[Source data]
____

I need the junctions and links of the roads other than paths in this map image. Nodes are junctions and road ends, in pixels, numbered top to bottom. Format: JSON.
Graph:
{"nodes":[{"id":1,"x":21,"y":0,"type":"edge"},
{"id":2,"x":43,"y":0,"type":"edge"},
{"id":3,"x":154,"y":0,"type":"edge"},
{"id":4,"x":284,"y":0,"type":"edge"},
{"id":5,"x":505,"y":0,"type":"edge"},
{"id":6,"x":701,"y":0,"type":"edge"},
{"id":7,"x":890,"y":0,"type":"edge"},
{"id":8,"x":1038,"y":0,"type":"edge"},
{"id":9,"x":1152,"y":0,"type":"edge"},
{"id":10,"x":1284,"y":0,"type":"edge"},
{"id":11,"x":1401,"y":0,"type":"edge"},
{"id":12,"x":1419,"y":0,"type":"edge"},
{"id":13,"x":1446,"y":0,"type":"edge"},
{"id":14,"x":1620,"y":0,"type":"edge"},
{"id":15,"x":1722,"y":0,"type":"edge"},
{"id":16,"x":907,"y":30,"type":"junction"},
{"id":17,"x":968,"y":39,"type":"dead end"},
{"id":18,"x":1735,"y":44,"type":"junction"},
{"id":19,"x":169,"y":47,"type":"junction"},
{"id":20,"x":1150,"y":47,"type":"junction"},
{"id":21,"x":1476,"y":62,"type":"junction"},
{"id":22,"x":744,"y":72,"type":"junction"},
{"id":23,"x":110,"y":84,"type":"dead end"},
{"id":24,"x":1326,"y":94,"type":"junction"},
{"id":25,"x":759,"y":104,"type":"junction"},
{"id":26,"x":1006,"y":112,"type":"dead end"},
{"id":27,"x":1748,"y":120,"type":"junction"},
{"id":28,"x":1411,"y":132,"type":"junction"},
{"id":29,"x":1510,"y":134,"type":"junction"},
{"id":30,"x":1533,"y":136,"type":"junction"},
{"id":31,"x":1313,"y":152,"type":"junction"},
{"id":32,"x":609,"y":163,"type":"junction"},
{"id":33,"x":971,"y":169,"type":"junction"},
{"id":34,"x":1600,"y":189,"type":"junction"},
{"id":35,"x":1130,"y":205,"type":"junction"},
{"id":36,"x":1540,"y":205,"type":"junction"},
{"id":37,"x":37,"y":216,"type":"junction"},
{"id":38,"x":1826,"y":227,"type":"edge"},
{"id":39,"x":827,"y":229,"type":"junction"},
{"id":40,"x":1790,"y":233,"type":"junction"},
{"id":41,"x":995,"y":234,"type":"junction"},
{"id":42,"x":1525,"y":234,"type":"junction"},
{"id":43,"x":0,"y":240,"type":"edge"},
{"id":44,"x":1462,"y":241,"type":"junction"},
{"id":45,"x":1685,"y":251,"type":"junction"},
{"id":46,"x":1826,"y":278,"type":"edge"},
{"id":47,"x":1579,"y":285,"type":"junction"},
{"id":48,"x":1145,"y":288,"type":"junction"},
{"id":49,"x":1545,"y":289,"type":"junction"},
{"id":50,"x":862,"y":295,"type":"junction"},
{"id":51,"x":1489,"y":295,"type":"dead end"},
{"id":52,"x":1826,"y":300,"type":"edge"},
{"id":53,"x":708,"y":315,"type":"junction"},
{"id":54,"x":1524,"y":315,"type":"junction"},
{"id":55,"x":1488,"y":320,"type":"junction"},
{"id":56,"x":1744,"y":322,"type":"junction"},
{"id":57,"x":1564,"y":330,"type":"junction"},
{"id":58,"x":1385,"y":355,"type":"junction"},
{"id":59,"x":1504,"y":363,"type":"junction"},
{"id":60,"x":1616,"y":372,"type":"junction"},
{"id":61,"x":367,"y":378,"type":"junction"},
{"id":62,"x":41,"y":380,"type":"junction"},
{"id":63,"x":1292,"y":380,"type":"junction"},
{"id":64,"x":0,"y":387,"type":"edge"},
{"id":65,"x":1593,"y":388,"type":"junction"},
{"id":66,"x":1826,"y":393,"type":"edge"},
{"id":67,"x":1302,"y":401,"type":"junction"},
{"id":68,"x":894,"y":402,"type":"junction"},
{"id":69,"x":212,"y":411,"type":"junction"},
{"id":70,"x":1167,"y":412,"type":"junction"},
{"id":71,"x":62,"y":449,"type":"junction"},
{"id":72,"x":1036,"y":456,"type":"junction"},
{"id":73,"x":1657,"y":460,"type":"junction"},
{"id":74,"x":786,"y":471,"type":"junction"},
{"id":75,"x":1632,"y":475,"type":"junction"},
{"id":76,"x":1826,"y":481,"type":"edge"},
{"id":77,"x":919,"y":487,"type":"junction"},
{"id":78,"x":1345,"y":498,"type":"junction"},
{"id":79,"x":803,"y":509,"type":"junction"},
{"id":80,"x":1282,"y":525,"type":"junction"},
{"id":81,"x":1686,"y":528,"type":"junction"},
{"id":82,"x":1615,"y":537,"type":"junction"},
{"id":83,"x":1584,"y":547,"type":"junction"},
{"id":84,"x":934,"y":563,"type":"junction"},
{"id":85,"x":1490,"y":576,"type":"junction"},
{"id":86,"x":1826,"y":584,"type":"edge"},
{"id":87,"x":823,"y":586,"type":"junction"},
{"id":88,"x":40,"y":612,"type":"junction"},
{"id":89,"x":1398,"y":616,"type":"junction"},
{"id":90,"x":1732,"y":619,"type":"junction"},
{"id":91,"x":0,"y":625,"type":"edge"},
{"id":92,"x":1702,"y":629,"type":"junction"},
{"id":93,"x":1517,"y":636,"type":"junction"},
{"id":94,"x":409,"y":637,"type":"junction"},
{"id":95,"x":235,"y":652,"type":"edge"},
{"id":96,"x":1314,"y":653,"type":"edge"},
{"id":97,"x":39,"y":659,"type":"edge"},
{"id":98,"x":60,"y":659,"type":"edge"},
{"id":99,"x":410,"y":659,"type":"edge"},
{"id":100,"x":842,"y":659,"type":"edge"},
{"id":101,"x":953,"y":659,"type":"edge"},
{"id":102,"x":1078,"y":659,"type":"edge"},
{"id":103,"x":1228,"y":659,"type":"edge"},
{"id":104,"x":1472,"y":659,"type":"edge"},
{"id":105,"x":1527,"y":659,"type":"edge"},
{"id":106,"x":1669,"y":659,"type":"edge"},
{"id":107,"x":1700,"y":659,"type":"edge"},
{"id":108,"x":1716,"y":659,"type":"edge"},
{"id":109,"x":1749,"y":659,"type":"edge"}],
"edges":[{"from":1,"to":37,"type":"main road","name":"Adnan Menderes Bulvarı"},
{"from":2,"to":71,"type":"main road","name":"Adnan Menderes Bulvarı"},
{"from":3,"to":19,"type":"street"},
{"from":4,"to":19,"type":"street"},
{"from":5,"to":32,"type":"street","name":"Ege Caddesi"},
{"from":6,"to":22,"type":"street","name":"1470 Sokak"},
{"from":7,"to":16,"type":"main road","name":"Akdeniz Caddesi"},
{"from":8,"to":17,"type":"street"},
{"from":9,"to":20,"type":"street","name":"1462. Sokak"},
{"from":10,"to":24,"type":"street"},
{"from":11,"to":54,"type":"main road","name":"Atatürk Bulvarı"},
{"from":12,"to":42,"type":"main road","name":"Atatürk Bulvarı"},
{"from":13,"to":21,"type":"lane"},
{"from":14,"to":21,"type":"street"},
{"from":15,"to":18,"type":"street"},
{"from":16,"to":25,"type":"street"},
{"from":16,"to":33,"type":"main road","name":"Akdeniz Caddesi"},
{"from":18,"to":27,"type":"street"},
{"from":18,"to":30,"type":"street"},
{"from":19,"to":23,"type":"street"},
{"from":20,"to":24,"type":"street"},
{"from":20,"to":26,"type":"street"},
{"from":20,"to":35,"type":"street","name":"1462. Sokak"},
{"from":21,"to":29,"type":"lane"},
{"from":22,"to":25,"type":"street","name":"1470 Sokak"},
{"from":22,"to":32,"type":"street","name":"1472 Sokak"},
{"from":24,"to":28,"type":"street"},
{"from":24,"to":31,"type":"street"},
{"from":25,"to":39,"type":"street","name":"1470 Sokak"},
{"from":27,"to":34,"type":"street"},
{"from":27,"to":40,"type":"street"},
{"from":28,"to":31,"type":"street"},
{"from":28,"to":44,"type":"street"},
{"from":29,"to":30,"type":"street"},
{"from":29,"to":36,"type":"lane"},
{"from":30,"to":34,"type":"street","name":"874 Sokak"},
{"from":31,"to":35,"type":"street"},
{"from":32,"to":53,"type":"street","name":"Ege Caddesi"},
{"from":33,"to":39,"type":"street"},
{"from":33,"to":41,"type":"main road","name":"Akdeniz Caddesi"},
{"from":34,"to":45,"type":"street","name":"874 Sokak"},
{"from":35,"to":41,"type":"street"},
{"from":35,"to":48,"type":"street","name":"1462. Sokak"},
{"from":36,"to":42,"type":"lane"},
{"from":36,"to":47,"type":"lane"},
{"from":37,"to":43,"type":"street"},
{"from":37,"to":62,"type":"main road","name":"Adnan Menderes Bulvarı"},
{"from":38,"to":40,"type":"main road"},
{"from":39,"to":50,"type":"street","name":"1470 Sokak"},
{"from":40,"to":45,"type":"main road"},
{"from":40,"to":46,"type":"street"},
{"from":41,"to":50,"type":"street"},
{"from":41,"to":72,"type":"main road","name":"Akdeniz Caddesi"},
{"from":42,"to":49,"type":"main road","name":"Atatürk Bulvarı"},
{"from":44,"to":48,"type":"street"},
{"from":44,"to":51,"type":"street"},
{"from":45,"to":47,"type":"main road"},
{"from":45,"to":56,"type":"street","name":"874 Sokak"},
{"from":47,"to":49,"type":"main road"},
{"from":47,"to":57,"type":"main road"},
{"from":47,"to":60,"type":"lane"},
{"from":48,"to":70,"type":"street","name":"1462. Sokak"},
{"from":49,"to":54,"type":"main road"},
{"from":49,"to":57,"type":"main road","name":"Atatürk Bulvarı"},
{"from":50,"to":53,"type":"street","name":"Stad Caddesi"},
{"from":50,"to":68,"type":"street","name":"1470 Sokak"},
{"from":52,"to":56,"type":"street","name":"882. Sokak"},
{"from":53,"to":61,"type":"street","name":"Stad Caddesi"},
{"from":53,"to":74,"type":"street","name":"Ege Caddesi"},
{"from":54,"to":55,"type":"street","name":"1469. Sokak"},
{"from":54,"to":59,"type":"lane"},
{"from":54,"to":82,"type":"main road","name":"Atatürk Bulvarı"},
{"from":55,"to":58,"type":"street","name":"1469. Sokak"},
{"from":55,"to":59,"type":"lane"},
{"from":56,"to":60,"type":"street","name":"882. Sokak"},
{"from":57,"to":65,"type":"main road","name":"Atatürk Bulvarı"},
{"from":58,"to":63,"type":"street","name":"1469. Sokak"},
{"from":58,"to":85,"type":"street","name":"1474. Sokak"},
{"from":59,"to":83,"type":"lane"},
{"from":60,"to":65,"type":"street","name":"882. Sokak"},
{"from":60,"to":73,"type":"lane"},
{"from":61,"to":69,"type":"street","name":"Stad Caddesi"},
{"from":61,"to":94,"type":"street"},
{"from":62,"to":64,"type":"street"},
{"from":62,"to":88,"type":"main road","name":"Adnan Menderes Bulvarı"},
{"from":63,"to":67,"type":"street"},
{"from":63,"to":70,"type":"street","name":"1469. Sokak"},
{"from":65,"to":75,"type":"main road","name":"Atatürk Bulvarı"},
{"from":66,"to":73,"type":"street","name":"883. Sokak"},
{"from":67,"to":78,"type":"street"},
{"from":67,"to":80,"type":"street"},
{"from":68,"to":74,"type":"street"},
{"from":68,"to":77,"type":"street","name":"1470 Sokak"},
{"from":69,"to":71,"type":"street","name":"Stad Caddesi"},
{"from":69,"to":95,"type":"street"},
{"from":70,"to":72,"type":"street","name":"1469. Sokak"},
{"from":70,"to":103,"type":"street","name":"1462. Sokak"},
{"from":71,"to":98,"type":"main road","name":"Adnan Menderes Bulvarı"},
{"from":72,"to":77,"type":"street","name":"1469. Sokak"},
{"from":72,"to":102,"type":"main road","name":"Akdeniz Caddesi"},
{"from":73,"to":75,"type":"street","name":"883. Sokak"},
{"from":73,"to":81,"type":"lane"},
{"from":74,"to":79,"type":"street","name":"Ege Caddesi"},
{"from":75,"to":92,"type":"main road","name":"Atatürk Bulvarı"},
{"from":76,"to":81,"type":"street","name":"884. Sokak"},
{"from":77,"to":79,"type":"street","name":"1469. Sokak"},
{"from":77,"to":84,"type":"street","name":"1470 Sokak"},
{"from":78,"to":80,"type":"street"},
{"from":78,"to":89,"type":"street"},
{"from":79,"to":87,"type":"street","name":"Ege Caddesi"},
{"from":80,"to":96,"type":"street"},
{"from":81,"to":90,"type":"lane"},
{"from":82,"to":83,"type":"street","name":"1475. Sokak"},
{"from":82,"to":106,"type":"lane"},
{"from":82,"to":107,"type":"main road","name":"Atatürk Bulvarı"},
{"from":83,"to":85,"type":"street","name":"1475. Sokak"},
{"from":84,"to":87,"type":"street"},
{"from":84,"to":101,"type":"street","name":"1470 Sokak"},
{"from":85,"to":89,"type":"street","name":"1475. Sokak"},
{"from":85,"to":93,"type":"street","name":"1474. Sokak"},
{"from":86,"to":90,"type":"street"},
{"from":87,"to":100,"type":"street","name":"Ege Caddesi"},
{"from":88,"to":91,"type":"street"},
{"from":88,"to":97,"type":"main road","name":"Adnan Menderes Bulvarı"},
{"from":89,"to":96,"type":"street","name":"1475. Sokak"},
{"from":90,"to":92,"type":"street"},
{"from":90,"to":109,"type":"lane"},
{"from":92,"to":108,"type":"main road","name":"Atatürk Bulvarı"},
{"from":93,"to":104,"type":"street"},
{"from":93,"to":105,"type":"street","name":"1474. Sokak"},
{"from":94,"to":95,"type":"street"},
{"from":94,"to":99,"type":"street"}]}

____

TASK TO COMPLETE:
When a line in the data contains "dead", return it as written.

ANSWER FOR THE TASK:
{"id":17,"x":968,"y":39,"type":"dead end"},
{"id":23,"x":110,"y":84,"type":"dead end"},
{"id":26,"x":1006,"y":112,"type":"dead end"},
{"id":51,"x":1489,"y":295,"type":"dead end"},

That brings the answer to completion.